Start of WORKING DATA

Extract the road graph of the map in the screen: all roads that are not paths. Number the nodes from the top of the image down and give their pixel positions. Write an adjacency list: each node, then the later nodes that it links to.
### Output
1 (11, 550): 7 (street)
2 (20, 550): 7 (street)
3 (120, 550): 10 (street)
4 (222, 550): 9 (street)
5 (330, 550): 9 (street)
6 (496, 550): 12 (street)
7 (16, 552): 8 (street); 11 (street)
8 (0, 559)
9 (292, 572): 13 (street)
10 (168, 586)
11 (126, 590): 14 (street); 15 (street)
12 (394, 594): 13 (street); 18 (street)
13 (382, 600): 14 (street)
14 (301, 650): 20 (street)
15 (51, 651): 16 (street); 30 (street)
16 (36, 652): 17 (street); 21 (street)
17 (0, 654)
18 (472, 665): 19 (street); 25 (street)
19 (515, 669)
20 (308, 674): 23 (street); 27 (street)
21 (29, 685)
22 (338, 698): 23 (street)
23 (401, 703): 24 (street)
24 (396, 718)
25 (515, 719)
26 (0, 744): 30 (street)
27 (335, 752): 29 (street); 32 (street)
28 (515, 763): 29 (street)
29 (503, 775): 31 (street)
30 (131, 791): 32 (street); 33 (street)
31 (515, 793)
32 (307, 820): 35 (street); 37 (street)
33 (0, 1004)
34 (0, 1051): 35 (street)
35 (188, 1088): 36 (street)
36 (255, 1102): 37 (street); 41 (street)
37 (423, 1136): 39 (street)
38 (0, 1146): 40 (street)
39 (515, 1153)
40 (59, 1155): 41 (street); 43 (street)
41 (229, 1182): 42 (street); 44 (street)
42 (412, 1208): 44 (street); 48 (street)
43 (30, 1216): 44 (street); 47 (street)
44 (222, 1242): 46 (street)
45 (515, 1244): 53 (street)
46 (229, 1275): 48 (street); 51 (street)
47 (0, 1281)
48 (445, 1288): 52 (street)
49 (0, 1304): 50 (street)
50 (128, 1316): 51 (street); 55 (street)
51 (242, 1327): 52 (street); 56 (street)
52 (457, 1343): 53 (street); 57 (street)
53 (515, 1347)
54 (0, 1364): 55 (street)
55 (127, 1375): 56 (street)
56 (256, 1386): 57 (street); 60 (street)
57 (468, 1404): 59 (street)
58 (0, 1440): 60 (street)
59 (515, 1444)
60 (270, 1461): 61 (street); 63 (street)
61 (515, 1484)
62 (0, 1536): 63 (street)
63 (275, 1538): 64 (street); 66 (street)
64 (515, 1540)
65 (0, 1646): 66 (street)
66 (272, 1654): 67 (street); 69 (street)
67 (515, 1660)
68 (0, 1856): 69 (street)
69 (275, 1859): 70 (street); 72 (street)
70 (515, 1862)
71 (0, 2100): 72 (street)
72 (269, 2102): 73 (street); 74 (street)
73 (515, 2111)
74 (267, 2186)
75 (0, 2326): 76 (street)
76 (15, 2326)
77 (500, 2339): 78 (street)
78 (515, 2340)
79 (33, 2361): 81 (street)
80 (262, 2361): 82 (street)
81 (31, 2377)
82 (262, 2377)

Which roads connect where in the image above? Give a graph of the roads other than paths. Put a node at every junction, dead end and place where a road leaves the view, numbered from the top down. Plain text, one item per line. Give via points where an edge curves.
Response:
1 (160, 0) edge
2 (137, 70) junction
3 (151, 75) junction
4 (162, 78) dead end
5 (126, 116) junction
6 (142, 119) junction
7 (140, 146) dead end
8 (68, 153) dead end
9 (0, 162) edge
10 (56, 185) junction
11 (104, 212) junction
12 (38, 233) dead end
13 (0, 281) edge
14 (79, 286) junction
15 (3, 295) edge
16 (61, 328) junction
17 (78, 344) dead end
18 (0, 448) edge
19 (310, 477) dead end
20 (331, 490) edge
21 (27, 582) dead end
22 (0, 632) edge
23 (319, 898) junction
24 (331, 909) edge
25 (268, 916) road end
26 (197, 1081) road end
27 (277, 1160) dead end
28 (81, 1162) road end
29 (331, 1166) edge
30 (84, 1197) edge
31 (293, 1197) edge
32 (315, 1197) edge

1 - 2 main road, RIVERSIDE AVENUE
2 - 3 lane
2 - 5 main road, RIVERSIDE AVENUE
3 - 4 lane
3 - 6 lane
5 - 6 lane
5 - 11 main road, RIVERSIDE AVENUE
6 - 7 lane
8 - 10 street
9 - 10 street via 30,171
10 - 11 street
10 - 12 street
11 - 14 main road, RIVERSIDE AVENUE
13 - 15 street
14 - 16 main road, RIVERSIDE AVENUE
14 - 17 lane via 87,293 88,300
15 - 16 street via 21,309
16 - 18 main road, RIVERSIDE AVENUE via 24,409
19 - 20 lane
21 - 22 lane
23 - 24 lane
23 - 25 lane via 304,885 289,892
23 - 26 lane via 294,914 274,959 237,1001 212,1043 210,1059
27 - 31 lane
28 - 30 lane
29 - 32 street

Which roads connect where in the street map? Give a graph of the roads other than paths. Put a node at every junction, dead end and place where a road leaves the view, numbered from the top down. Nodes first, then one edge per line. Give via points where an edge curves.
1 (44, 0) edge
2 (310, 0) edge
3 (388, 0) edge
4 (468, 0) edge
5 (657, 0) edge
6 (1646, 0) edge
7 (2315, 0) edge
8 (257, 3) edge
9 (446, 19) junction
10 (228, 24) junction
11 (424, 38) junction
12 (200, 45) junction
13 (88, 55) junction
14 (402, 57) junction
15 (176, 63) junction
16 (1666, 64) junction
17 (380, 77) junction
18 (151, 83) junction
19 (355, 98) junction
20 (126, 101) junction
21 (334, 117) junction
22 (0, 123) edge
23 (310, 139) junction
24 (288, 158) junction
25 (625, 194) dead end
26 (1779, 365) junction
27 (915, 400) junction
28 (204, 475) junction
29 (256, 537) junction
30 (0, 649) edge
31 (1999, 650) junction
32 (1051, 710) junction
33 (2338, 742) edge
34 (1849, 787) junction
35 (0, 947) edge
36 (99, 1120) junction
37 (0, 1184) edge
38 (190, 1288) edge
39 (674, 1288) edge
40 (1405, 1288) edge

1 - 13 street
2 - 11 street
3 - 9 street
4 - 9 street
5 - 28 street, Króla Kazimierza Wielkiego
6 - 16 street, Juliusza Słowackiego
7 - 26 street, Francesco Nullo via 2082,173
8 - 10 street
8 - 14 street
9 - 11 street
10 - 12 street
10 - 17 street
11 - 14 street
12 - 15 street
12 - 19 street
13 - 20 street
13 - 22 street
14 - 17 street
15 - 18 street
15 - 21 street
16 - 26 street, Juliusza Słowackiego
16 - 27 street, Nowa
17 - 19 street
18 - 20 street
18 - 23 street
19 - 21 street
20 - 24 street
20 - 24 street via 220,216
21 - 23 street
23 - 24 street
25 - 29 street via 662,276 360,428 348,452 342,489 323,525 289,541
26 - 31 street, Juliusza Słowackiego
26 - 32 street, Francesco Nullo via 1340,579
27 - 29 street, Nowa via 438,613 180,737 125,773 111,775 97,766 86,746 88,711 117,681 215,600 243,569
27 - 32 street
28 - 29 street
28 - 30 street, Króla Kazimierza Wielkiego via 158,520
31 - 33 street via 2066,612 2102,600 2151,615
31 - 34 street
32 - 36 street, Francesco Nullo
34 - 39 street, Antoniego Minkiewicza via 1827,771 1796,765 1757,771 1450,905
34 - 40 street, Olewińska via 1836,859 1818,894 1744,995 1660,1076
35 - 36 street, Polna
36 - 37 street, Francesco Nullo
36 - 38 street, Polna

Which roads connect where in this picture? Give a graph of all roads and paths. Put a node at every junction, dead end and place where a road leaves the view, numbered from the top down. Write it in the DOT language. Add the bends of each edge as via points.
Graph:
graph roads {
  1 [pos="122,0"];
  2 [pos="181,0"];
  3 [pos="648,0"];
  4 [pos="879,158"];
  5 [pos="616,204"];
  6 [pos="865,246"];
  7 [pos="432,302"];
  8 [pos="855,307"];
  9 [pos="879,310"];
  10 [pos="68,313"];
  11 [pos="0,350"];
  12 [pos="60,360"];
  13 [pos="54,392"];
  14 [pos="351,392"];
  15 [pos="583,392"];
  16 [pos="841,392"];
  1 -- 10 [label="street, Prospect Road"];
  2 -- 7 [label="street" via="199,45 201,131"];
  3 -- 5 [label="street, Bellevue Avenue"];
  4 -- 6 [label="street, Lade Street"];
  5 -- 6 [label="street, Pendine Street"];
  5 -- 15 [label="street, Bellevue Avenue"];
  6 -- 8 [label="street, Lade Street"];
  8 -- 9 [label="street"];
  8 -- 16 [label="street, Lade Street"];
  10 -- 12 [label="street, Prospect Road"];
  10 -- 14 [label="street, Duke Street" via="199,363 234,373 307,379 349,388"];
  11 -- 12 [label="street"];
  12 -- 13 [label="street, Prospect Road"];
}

End of WORKING DATA

## WHAT YOU NEED TO DO
Count the lines in the entries that hold the word "main", and give nothing but the total.

## OUTPUT OF THE TASK
6